Baker McKenzie Australia 27 Jun 2019
Australia is currently in the midst of an ‘infrastructure boom’ and is experiencing high levels of construction activity in many major industry sectors including in the government, commercial and renewables sectors. This boom has sent the demand for equipment, plant and material skyrocketing and straight onto the ‘critical path’ for the delivery schedule of many projects. In 2018 alone, the Sydney Metro project for example procured a staggering 399,945 tonnes of concrete and 68,477 tonnes of steel. The skills shortage in Australia, and the drive for more competitive pricing, has also meant that much of the equipment, materials and plant sourced for these major projects is procured from overseas. It is not uncommon, in supply arrangements of this nature, for the parties to incorporate ‘International Commercial Terms’ (Incoterms) into their procurement contracts.
Incoterms were developed by the International Chamber of Commerce (ICC) to promote a common understanding between the parties of their respective operational obligations within various delivery arrangements. Whilst they are intended to operate as an international set of procurement rules to give clarity to parties’ respective risks and obligations in the procurement chain, issues can arise when they are incorrectly incorporated into supply contracts.
Whilst Incoterms have been widely adopted in many domestic and international supply arrangements around the world, including in Australia, they are often incorporated by reference into ‘off the shelf’ or ‘precedent’ supply contracts with insufficient thought and consideration given to the specific Incoterm selected and what aspects of their supply contracts need to change to properly incorporate the relevant Incoterm.

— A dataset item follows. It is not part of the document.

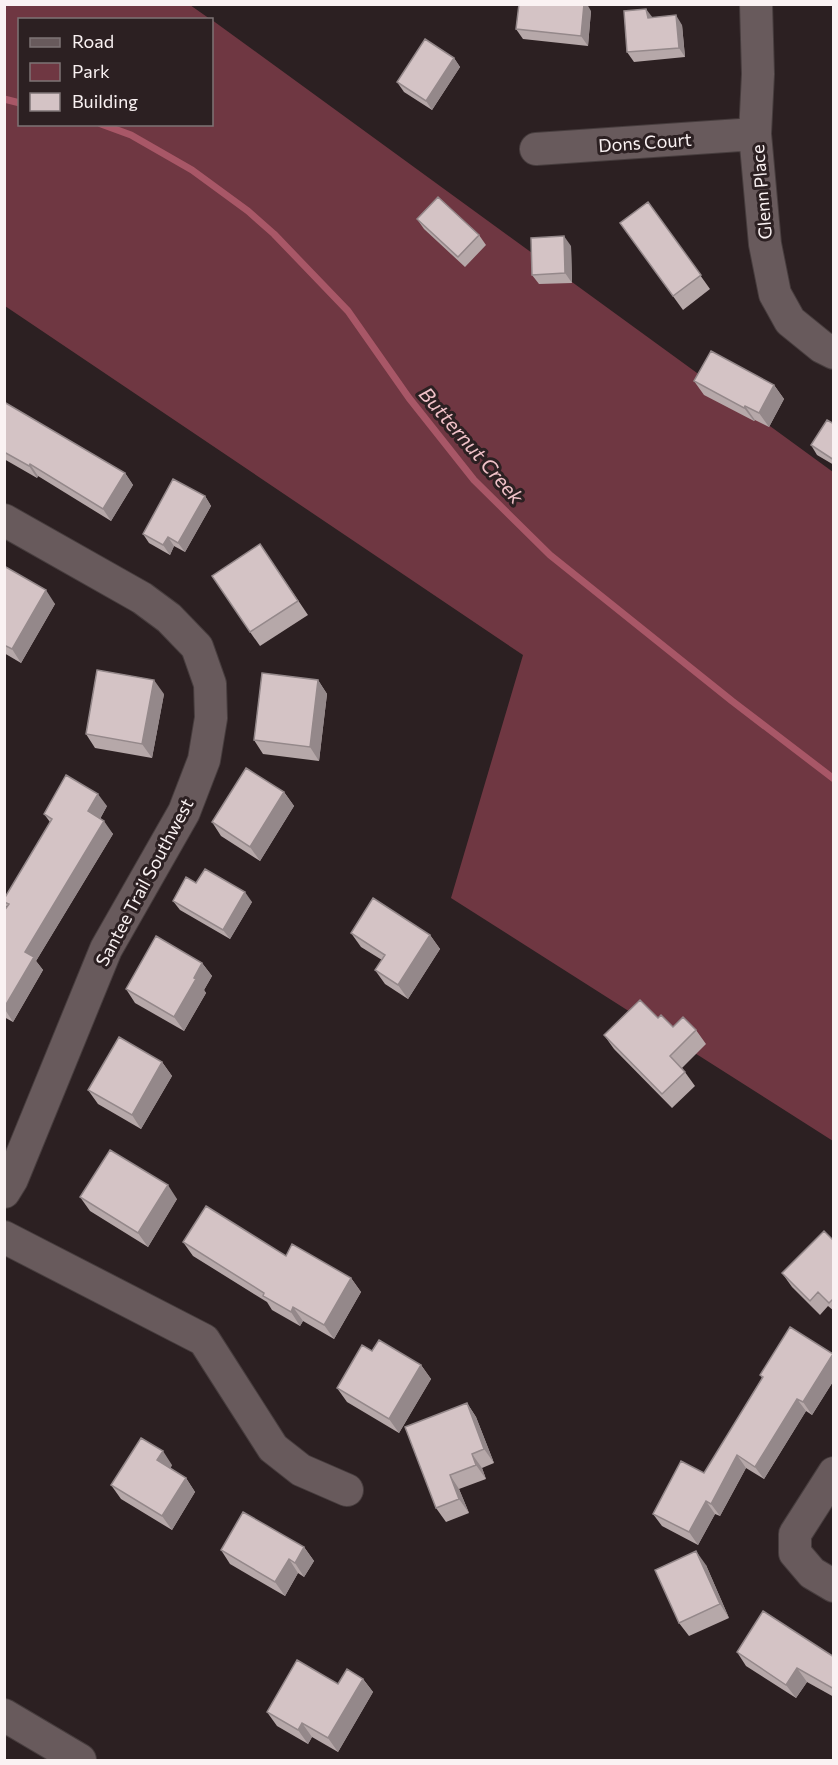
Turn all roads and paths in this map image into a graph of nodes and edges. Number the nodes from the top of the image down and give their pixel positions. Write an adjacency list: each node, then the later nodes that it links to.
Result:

This failure results in supply contracts that contain inherent inconsistencies with the Incoterms selected. These inconsistencies create uncertainty and may give rise to potential disputes. Supported by both anecdotal and empirical evidence, Stapleton, et al. (2014) write, for example, that many shippers unknowingly misuse Incoterms or use less than ideal Incoterms, leaving themselves vulnerable and without control in their supply chains.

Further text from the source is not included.